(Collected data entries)
┌──
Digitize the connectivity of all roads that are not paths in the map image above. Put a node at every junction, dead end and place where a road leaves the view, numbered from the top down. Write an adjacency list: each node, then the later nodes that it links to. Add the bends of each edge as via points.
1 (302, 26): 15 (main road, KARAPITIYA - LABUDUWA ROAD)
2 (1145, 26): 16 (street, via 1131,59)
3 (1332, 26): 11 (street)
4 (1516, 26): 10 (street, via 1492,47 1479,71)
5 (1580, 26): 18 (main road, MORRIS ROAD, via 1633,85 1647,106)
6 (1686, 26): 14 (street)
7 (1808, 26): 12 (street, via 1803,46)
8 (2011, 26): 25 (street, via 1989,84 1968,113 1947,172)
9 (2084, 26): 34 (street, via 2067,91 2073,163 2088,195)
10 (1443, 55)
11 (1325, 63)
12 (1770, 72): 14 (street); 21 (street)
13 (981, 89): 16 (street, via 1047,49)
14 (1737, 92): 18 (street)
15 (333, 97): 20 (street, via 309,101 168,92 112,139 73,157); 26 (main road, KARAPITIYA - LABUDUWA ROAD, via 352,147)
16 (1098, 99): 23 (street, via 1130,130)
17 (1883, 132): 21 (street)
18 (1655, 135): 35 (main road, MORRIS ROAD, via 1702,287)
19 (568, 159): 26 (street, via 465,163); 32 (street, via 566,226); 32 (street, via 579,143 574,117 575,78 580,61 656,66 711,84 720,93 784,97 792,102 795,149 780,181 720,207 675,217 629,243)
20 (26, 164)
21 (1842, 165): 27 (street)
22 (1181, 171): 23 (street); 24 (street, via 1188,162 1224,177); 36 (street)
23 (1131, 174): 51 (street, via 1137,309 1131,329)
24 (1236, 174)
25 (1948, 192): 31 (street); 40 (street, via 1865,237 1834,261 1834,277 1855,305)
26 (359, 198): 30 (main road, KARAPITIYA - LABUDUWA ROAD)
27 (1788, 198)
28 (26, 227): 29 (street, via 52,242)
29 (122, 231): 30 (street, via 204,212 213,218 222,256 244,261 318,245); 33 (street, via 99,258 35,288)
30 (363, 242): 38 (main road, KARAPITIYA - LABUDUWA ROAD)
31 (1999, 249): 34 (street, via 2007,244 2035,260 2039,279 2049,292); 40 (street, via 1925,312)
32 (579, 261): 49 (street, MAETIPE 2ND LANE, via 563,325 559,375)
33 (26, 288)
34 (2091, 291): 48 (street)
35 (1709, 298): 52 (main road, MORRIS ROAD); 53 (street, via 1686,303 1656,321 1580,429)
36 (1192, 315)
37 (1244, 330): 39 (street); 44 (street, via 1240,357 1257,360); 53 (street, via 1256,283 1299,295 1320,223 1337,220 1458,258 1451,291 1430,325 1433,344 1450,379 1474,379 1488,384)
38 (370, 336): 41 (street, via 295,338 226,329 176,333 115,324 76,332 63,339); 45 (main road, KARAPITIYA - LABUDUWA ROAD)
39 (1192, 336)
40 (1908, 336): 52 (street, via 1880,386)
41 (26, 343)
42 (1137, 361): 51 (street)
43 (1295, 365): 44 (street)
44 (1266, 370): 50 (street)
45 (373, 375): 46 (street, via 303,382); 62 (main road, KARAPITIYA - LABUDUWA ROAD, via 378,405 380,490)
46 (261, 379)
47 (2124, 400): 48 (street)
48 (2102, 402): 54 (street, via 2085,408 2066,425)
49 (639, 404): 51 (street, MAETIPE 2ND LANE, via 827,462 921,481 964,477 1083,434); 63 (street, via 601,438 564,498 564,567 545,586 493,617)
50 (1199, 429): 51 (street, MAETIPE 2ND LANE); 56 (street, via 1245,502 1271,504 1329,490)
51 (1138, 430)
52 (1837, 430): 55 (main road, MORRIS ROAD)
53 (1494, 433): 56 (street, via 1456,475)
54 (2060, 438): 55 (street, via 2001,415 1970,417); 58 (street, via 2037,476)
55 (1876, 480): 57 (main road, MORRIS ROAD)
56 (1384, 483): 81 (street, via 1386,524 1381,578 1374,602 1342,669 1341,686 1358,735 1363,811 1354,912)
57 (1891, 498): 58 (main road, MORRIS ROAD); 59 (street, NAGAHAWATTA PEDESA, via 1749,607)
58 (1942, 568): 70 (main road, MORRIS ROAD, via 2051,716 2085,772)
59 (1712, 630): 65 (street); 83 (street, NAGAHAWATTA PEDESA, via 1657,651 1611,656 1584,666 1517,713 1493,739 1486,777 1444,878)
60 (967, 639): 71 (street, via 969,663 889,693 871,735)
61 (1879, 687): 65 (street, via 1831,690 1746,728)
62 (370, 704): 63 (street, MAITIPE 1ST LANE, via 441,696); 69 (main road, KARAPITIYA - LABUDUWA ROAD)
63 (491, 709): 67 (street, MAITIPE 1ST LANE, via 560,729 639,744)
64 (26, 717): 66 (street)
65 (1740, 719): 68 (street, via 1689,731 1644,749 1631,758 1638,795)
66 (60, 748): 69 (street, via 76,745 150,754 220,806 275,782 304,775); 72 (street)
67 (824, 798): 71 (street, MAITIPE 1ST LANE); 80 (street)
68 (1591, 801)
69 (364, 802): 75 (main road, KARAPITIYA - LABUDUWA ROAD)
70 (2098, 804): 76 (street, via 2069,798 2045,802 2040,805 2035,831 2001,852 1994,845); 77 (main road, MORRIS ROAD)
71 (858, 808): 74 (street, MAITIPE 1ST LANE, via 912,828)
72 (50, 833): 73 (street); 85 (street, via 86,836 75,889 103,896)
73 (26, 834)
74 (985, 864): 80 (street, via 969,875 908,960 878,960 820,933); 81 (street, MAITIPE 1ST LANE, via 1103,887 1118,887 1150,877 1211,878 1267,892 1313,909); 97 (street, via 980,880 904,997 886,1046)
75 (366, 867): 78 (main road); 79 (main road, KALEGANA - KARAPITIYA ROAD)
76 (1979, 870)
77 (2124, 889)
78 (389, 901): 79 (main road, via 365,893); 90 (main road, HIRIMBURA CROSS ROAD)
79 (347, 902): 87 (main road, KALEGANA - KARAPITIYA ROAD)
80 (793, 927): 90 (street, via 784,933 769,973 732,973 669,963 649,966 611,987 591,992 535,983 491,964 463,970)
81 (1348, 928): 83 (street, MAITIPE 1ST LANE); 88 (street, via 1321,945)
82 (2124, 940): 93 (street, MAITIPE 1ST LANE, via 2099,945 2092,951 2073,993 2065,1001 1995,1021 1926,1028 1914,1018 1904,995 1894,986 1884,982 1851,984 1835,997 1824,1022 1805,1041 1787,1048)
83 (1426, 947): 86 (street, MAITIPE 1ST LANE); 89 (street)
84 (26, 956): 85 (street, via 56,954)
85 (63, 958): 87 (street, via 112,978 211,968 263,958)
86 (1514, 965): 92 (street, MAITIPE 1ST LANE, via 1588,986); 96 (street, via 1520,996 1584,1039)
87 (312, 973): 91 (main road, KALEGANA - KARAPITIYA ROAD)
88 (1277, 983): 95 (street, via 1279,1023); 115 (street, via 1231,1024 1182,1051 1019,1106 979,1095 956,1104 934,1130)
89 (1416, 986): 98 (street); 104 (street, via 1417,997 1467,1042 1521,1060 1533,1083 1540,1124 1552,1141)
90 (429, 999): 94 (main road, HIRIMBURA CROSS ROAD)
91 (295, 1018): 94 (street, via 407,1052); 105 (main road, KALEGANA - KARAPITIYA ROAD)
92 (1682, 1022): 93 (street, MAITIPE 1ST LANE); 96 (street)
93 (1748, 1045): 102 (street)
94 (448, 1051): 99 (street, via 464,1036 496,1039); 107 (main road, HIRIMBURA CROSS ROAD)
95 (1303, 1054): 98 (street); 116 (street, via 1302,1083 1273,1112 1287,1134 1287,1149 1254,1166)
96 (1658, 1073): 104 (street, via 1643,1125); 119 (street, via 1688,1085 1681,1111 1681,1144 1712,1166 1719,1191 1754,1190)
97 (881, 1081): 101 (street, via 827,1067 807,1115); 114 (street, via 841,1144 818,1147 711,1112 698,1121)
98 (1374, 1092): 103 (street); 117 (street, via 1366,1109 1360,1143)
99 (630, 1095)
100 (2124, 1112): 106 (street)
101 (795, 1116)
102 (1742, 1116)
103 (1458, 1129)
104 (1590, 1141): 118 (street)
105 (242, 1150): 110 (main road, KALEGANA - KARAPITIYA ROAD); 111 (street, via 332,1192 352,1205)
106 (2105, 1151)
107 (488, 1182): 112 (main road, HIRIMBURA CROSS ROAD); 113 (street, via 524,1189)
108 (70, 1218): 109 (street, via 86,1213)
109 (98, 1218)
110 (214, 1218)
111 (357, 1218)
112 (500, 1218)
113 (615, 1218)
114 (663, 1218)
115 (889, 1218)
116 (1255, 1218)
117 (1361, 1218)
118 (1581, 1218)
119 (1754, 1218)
└──
Required work
Reply with the number of lines in the entries that hold the word "PEDESA", and add no other words.

Response area
2